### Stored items
───

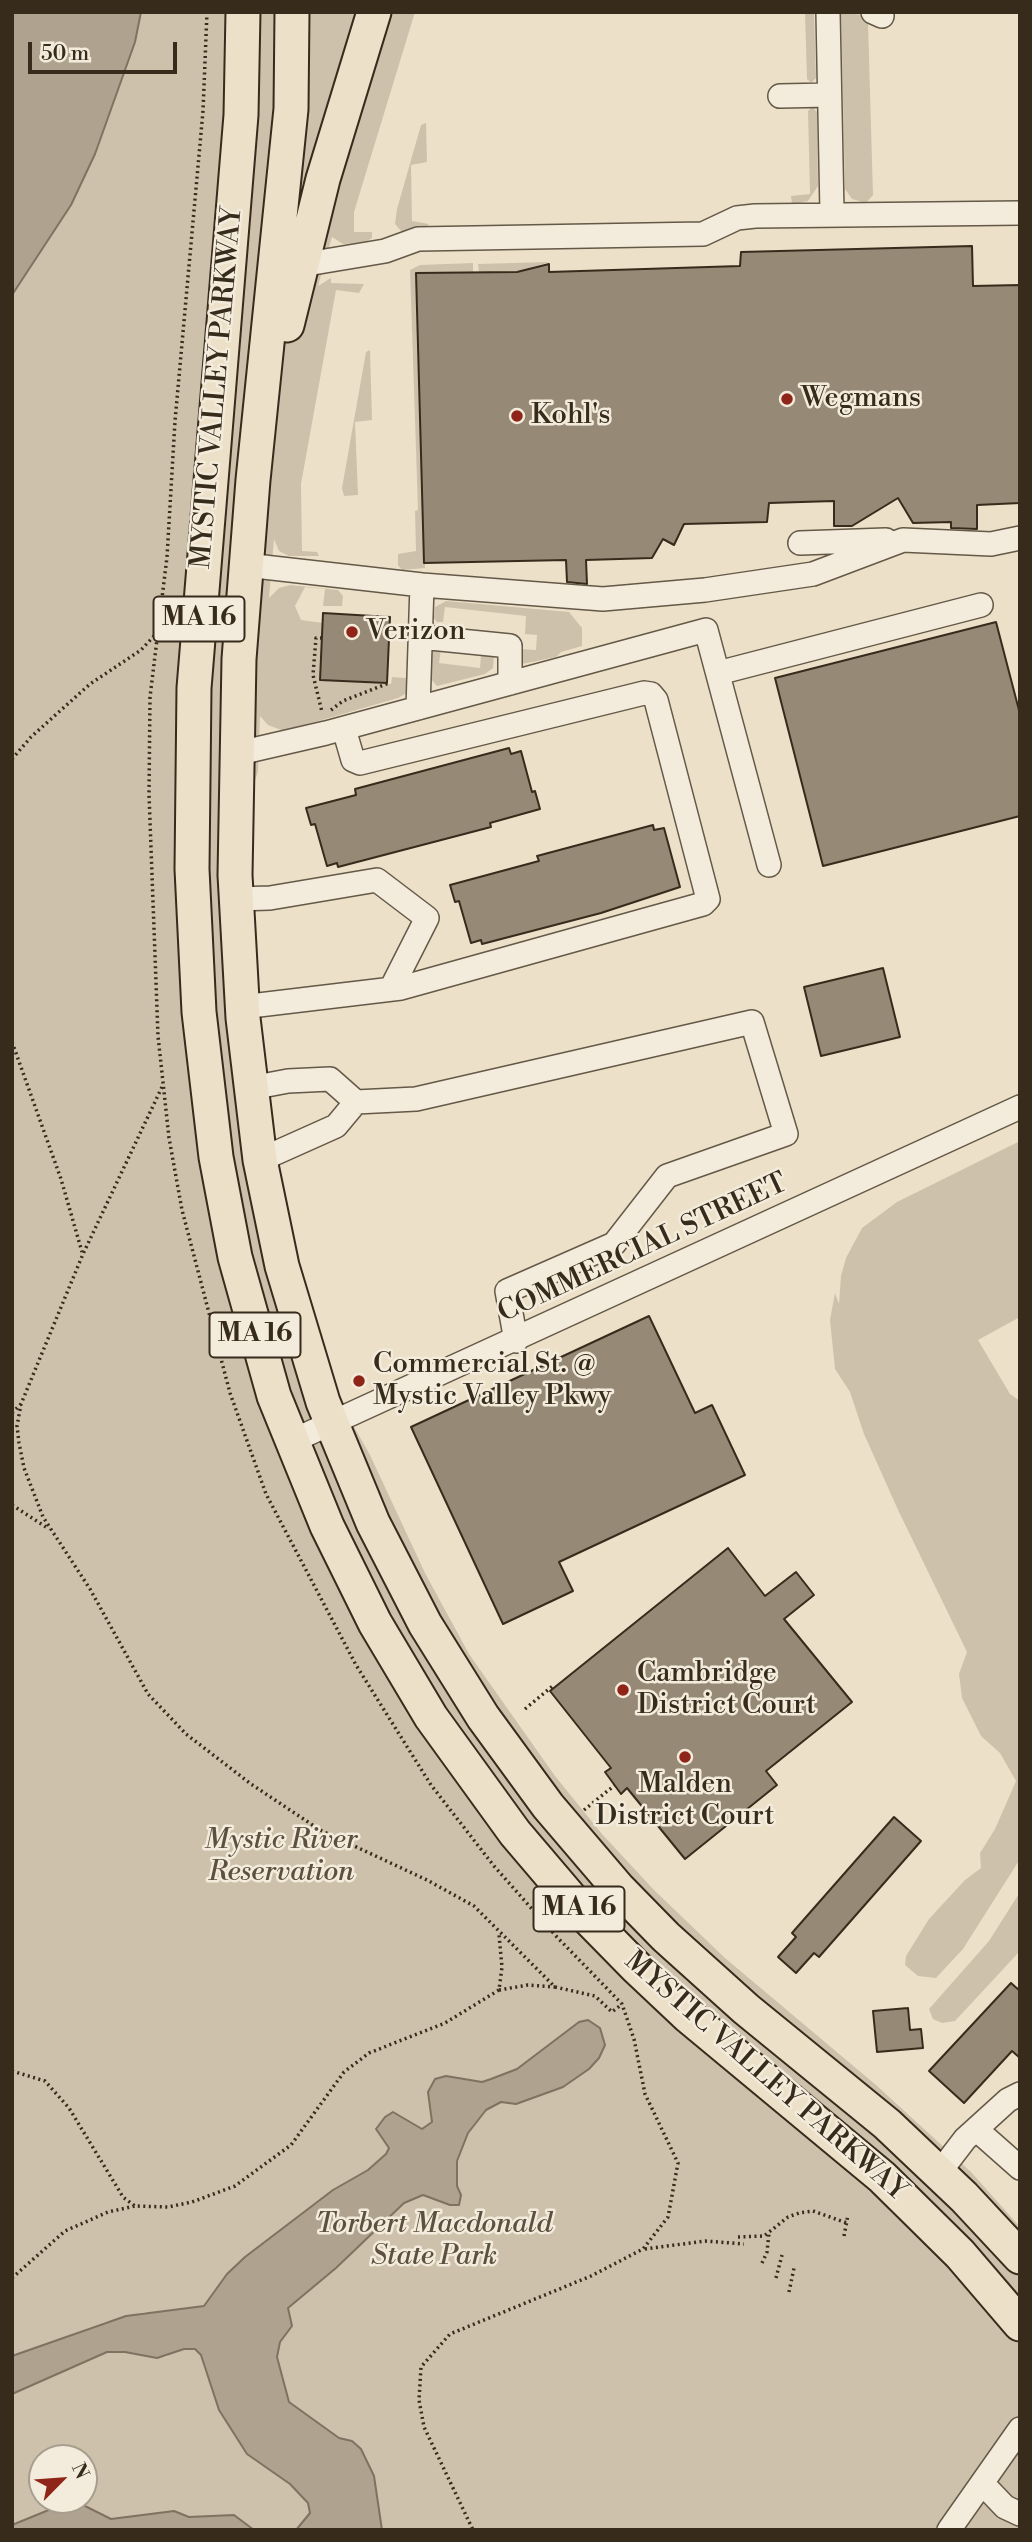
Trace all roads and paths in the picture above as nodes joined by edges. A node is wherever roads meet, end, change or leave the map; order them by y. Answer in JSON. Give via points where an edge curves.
{"nodes":[{"id":1,"x":243,"y":12,"type":"edge"},
{"id":2,"x":292,"y":12,"type":"edge"},
{"id":3,"x":374,"y":12,"type":"edge"},
{"id":4,"x":828,"y":12,"type":"edge"},
{"id":5,"x":829,"y":95,"type":"junction"},
{"id":6,"x":780,"y":96,"type":"dead end"},
{"id":7,"x":832,"y":213,"type":"junction"},
{"id":8,"x":1020,"y":213,"type":"edge"},
{"id":9,"x":289,"y":267,"type":"junction"},
{"id":10,"x":1020,"y":538,"type":"edge"},
{"id":11,"x":903,"y":540,"type":"junction"},
{"id":12,"x":800,"y":543,"type":"dead end"},
{"id":13,"x":246,"y":565,"type":"junction"},
{"id":14,"x":422,"y":585,"type":"junction"},
{"id":15,"x":981,"y":605,"type":"dead end"},
{"id":16,"x":157,"y":633,"type":"dead end"},
{"id":17,"x":420,"y":637,"type":"junction"},
{"id":18,"x":322,"y":638,"type":"dead end"},
{"id":19,"x":718,"y":674,"type":"junction"},
{"id":20,"x":510,"y":683,"type":"junction"},
{"id":21,"x":389,"y":684,"type":"dead end"},
{"id":22,"x":418,"y":708,"type":"junction"},
{"id":23,"x":344,"y":729,"type":"junction"},
{"id":24,"x":235,"y":754,"type":"junction"},
{"id":25,"x":12,"y":759,"type":"edge"},
{"id":26,"x":769,"y":865,"type":"dead end"},
{"id":27,"x":236,"y":899,"type":"junction"},
{"id":28,"x":391,"y":989,"type":"junction"},
{"id":29,"x":242,"y":1007,"type":"junction"},
{"id":30,"x":12,"y":1042,"type":"edge"},
{"id":31,"x":163,"y":1085,"type":"dead end"},
{"id":32,"x":250,"y":1088,"type":"junction"},
{"id":33,"x":356,"y":1102,"type":"junction"},
{"id":34,"x":1020,"y":1107,"type":"edge"},
{"id":35,"x":260,"y":1160,"type":"junction"},
{"id":36,"x":83,"y":1254,"type":"junction"},
{"id":37,"x":516,"y":1341,"type":"junction"},
{"id":38,"x":21,"y":1404,"type":"junction"},
{"id":39,"x":12,"y":1413,"type":"edge"},
{"id":40,"x":331,"y":1423,"type":"junction"},
{"id":41,"x":290,"y":1442,"type":"junction"},
{"id":42,"x":12,"y":1505,"type":"edge"},
{"id":43,"x":51,"y":1531,"type":"junction"},
{"id":44,"x":554,"y":1685,"type":"dead end"},
{"id":45,"x":525,"y":1709,"type":"dead end"},
{"id":46,"x":615,"y":1785,"type":"dead end"},
{"id":47,"x":583,"y":1811,"type":"dead end"},
{"id":48,"x":499,"y":1933,"type":"junction"},
{"id":49,"x":555,"y":1987,"type":"junction"},
{"id":50,"x":499,"y":1990,"type":"junction"},
{"id":51,"x":12,"y":2071,"type":"edge"},
{"id":52,"x":1020,"y":2094,"type":"edge"},
{"id":53,"x":977,"y":2130,"type":"junction"},
{"id":54,"x":1020,"y":2168,"type":"edge"},
{"id":55,"x":939,"y":2173,"type":"junction"},
{"id":56,"x":135,"y":2206,"type":"junction"},
{"id":57,"x":848,"y":2215,"type":"dead end"},
{"id":58,"x":847,"y":2223,"type":"junction"},
{"id":59,"x":769,"y":2233,"type":"junction"},
{"id":60,"x":844,"y":2236,"type":"dead end"},
{"id":61,"x":738,"y":2237,"type":"dead end"},
{"id":62,"x":744,"y":2244,"type":"dead end"},
{"id":63,"x":643,"y":2249,"type":"junction"},
{"id":64,"x":782,"y":2255,"type":"dead end"},
{"id":65,"x":1020,"y":2257,"type":"edge"},
{"id":66,"x":762,"y":2263,"type":"dead end"},
{"id":67,"x":794,"y":2268,"type":"dead end"},
{"id":68,"x":12,"y":2278,"type":"edge"},
{"id":69,"x":776,"y":2278,"type":"dead end"},
{"id":70,"x":789,"y":2292,"type":"dead end"},
{"id":71,"x":1020,"y":2324,"type":"edge"},
{"id":72,"x":1020,"y":2429,"type":"edge"},
{"id":73,"x":982,"y":2483,"type":"junction"},
{"id":74,"x":1020,"y":2514,"type":"edge"},
{"id":75,"x":473,"y":2530,"type":"edge"},
{"id":76,"x":949,"y":2530,"type":"edge"}],
"edges":[{"from":1,"to":41,"type":"highway","name":"MYSTIC VALLEY PARKWAY","number":"MA 16","via":[[241,115],[194,688],[193,905],[202,1049],[220,1180],[253,1327]]},
{"from":2,"to":9,"type":"highway","name":"MYSTIC VALLEY PARKWAY"},
{"from":3,"to":9,"type":"highway","via":[[323,179]]},
{"from":4,"to":5,"type":"street"},
{"from":5,"to":6,"type":"street"},
{"from":5,"to":7,"type":"street"},
{"from":7,"to":8,"type":"street"},
{"from":7,"to":9,"type":"street","via":[[737,218],[703,234],[418,239],[379,252]]},
{"from":9,"to":13,"type":"highway","name":"MYSTIC VALLEY PARKWAY","number":"MA 16","via":[[257,447]]},
{"from":10,"to":11,"type":"street","via":[[991,544]]},
{"from":11,"to":12,"type":"street"},
{"from":11,"to":14,"type":"street","via":[[813,574],[705,590],[603,598]]},
{"from":13,"to":14,"type":"street"},
{"from":13,"to":24,"type":"highway","name":"MYSTIC VALLEY PARKWAY","number":"MA 16"},
{"from":14,"to":17,"type":"street"},
{"from":15,"to":19,"type":"street"},
{"from":16,"to":25,"type":"path","via":[[141,650],[90,684]]},
{"from":17,"to":20,"type":"street","via":[[510,646]]},
{"from":17,"to":22,"type":"street"},
{"from":18,"to":21,"type":"path","via":[[316,638],[313,675],[324,716],[343,701]]},
{"from":19,"to":20,"type":"street","via":[[706,630]]},
{"from":19,"to":26,"type":"street"},
{"from":20,"to":22,"type":"street"},
{"from":22,"to":23,"type":"street"},
{"from":23,"to":24,"type":"street"},
{"from":23,"to":28,"type":"street","via":[[353,760],[360,763],[651,694],[709,893],[703,904]]},
{"from":24,"to":27,"type":"highway","name":"MYSTIC VALLEY PARKWAY","number":"MA 16"},
{"from":27,"to":28,"type":"street","via":[[270,898],[377,880],[427,918]]},
{"from":27,"to":29,"type":"highway","name":"MYSTIC VALLEY PARKWAY","number":"MA 16"},
{"from":28,"to":29,"type":"street"},
{"from":29,"to":32,"type":"highway","name":"MYSTIC VALLEY PARKWAY","number":"MA 16"},
{"from":30,"to":36,"type":"path"},
{"from":31,"to":36,"type":"path"},
{"from":32,"to":33,"type":"street","via":[[330,1079]]},
{"from":32,"to":35,"type":"highway","name":"MYSTIC VALLEY PARKWAY","number":"MA 16"},
{"from":33,"to":35,"type":"street","via":[[336,1126]]},
{"from":33,"to":37,"type":"street","via":[[416,1098],[752,1022],[786,1133],[667,1176],[614,1244],[507,1291]]},
{"from":34,"to":37,"type":"street","name":"COMMERCIAL STREET"},
{"from":35,"to":40,"type":"highway","name":"MYSTIC VALLEY PARKWAY","number":"MA 16","via":[[282,1266]]},
{"from":36,"to":38,"type":"path"},
{"from":37,"to":40,"type":"street","name":"COMMERCIAL STREET"},
{"from":38,"to":39,"type":"path"},
{"from":38,"to":43,"type":"path","via":[[17,1426],[24,1468]]},
{"from":40,"to":41,"type":"street","name":"COMMERCIAL STREET"},
{"from":40,"to":55,"type":"highway","name":"MYSTIC VALLEY PARKWAY","number":"MA 16","via":[[381,1540],[443,1656],[548,1806],[618,1888],[692,1961]]},
{"from":41,"to":71,"type":"highway","name":"MYSTIC VALLEY PARKWAY","number":"MA 16","via":[[347,1568],[404,1674],[472,1776],[537,1860],[609,1940],[688,2016],[908,2202]]},
{"from":42,"to":43,"type":"path"},
{"from":43,"to":48,"type":"path","via":[[90,1589],[148,1694],[186,1734],[320,1830],[474,1906]]},
{"from":44,"to":45,"type":"path"},
{"from":46,"to":47,"type":"path"},
{"from":48,"to":49,"type":"path"},
{"from":48,"to":50,"type":"path"},
{"from":49,"to":50,"type":"path"},
{"from":49,"to":63,"type":"path","via":[[595,1996],[612,2012],[622,2004],[645,2094],[678,2163],[668,2217]]},
{"from":50,"to":56,"type":"path","via":[[445,2023],[369,2053],[344,2072],[290,2145],[235,2186],[168,2207]]},
{"from":51,"to":56,"type":"path","via":[[45,2081],[69,2108],[123,2197]]},
{"from":52,"to":53,"type":"street"},
{"from":53,"to":54,"type":"street"},
{"from":53,"to":55,"type":"street"},
{"from":55,"to":65,"type":"highway","name":"MYSTIC VALLEY PARKWAY","number":"MA 16"},
{"from":56,"to":68,"type":"path","via":[[108,2211],[65,2231]]},
{"from":57,"to":58,"type":"path"},
{"from":58,"to":59,"type":"path","via":[[813,2211],[788,2217]]},
{"from":58,"to":60,"type":"path"},
{"from":59,"to":61,"type":"path"},
{"from":59,"to":66,"type":"path"},
{"from":62,"to":63,"type":"path","via":[[705,2241]]},
{"from":63,"to":75,"type":"path","via":[[591,2276],[450,2334],[421,2367],[419,2400],[424,2427]]},
{"from":64,"to":69,"type":"path"},
{"from":67,"to":70,"type":"path"},
{"from":72,"to":73,"type":"street"},
{"from":73,"to":74,"type":"street","via":[[1005,2507]]},
{"from":73,"to":76,"type":"street"}]}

───

### Task to carry out
From the entries above, collect every line with the string "nodes" in it.

### Solution below
Trace all roads and paths in the picture above as nodes joined by edges. A node is wherever roads meet, end, change or leave the map; order them by y. Answer in JSON. Give via points where an edge curves.
{"nodes":[{"id":1,"x":243,"y":12,"type":"edge"},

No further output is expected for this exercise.